Help sales get some insight into the reasons you aren’t building their requests

This might not be possible every time, but transparency about your challenges and goals go a long way toward building trust with your sales team. Suppose that a sales rep is demanding a certain feature to help close a deal. When you can, consider letting him into your world and help him see the trade-offs that he is asking you to make. He probably doesn’t realize that development and design resources are extremely limited. He probably doesn’t realize that delivering on his request would mean deprioritizing something that your entire customer base is demanding. A little transparency and allowing your sales reps to step into your shoes has helped many a sales rep to see that the product strategy and roadmap are doing exactly what they should be, even if it means a little bit of short-term pain for your sales reps. Give them the full context of your decision and it will be the foundation for trust between you and your sales team.
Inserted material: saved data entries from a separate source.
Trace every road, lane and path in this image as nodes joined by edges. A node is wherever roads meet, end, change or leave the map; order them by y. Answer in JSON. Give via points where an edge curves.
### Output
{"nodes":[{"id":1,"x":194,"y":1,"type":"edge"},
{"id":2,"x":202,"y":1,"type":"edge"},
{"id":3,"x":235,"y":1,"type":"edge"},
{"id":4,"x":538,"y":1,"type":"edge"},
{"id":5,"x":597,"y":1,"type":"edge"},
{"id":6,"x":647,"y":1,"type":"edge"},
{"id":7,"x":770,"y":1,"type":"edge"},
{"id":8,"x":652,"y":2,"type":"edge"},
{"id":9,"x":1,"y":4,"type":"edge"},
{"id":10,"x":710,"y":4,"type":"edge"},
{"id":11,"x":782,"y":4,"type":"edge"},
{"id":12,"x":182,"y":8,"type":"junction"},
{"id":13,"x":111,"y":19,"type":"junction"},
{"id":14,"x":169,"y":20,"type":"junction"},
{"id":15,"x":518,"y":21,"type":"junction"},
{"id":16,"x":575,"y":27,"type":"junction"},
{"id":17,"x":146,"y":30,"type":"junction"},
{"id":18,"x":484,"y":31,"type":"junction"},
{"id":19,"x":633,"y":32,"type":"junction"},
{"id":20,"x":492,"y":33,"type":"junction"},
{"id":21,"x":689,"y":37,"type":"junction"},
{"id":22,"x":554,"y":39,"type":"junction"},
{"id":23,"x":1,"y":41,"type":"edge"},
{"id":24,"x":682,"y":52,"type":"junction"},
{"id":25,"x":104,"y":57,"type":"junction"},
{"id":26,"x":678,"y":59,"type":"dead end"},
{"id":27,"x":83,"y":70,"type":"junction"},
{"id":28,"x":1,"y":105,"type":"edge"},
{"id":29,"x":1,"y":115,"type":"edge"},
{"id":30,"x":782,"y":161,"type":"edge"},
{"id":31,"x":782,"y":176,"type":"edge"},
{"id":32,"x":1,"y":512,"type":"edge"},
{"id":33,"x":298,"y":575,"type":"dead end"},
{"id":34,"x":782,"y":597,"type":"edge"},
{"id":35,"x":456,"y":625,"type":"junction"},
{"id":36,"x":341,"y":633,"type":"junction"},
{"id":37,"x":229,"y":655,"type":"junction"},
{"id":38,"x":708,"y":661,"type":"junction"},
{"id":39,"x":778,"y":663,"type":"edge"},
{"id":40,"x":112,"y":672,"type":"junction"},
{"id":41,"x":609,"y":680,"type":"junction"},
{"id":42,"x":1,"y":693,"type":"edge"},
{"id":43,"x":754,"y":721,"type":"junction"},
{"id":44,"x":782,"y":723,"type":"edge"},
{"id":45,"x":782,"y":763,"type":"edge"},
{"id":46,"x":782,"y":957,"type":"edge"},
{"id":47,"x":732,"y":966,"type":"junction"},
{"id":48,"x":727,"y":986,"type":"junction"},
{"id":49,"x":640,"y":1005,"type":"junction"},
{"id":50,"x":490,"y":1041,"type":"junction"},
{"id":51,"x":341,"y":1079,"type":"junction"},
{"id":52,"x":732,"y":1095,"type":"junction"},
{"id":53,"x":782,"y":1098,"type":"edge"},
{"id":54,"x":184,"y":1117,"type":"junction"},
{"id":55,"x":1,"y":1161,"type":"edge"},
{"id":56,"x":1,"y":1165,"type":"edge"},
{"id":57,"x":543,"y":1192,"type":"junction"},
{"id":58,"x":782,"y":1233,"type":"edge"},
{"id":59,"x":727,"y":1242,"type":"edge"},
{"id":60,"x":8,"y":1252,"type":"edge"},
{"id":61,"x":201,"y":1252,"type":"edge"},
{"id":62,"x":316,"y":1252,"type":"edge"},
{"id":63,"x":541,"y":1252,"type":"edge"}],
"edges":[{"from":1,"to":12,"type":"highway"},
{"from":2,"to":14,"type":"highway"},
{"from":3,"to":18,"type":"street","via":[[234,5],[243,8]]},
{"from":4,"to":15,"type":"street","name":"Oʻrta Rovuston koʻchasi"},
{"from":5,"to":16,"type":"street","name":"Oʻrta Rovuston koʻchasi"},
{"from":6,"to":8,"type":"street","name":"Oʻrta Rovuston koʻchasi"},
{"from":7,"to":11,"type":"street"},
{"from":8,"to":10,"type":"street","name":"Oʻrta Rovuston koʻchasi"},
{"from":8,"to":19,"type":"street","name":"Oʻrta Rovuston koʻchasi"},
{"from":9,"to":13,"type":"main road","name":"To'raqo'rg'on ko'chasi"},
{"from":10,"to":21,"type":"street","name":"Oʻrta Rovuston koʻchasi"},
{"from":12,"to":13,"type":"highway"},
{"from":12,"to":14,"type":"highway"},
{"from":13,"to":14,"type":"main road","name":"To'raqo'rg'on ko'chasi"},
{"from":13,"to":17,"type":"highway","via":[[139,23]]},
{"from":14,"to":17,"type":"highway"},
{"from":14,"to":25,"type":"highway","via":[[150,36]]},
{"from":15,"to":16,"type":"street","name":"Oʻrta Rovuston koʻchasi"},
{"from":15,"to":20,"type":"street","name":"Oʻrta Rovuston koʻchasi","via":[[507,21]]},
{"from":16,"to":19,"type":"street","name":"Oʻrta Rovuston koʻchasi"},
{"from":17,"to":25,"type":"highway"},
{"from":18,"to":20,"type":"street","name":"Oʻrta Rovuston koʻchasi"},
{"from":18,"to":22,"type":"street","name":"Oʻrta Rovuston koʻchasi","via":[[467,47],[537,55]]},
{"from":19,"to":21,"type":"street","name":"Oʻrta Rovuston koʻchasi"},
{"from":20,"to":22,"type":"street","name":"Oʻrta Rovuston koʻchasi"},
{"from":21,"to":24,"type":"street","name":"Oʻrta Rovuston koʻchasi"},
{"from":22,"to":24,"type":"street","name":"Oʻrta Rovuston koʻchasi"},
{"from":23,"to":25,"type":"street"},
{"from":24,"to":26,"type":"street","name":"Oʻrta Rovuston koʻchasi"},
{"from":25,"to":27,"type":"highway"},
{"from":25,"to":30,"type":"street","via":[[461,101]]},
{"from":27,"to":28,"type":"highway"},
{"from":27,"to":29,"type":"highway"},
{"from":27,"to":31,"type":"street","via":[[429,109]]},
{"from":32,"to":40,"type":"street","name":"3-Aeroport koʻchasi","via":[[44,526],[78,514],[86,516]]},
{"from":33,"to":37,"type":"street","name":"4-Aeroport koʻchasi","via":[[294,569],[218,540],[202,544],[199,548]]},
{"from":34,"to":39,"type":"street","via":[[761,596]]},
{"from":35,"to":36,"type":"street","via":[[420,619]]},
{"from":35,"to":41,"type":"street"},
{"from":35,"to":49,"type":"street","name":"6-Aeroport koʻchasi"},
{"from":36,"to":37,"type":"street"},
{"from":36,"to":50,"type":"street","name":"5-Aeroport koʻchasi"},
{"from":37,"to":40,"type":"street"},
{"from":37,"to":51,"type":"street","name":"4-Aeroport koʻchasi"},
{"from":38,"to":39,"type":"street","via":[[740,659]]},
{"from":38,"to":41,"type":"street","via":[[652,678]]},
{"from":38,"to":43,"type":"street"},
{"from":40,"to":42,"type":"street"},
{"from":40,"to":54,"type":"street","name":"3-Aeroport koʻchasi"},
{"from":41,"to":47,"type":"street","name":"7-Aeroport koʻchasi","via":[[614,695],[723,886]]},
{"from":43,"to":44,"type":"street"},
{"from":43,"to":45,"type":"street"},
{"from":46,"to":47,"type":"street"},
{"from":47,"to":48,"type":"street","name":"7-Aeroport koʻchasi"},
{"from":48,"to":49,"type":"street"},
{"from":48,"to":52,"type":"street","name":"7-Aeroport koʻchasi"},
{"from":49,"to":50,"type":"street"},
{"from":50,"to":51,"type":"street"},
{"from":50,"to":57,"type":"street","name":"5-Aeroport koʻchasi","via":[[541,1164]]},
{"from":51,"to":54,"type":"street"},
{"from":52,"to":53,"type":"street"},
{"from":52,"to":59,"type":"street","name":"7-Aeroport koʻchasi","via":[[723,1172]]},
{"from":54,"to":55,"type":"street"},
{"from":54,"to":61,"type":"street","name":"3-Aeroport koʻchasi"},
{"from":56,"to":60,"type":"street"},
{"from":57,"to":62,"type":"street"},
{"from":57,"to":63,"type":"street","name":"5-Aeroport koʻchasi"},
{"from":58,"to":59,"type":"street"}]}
Listen to the sales reps, not just sales management

It is not uncommon for product management to spend a lot of time listening to (and training) sales management, perhaps as part of an internal product steering committee. This is good, given that sales managers are close to the sales reps and their customers, but they are still a step removed, so it is vital to spend time learning from actual sales reps what they are hearing from their interactions with customers. As one former product manager put it, “This is something I wish I would have done. Managers are rarely involved in the initial value proposition pitch. They almost always come in during the later phases of the sale; they’re closers. Front-line salespeople are the ones that are in the trenches hearing the objections.”

Summary

Organizational knowledge is a sprawling, highly company-specific corpus of knowledge that is critical for any successful enterprise product manager to master. This is even more the case in larger companies that contain huge amounts of institutional knowledge. We recommend focusing first and foremost on development, design, executive, marketing, and sales teams; understanding how they work, what their incentives are, and how product management most effectively interfaces with them. This is not an exhaustive list of our important counterparts, of course, but these are the most common teams that Product works with in many enterprise software companies.

1 Full disclosure: Blair is a lifelong cellist.

2 For more guidance on this topic, we strongly recommend this book by engineering management leader Lara Hogan: Demystifying Public Speaking.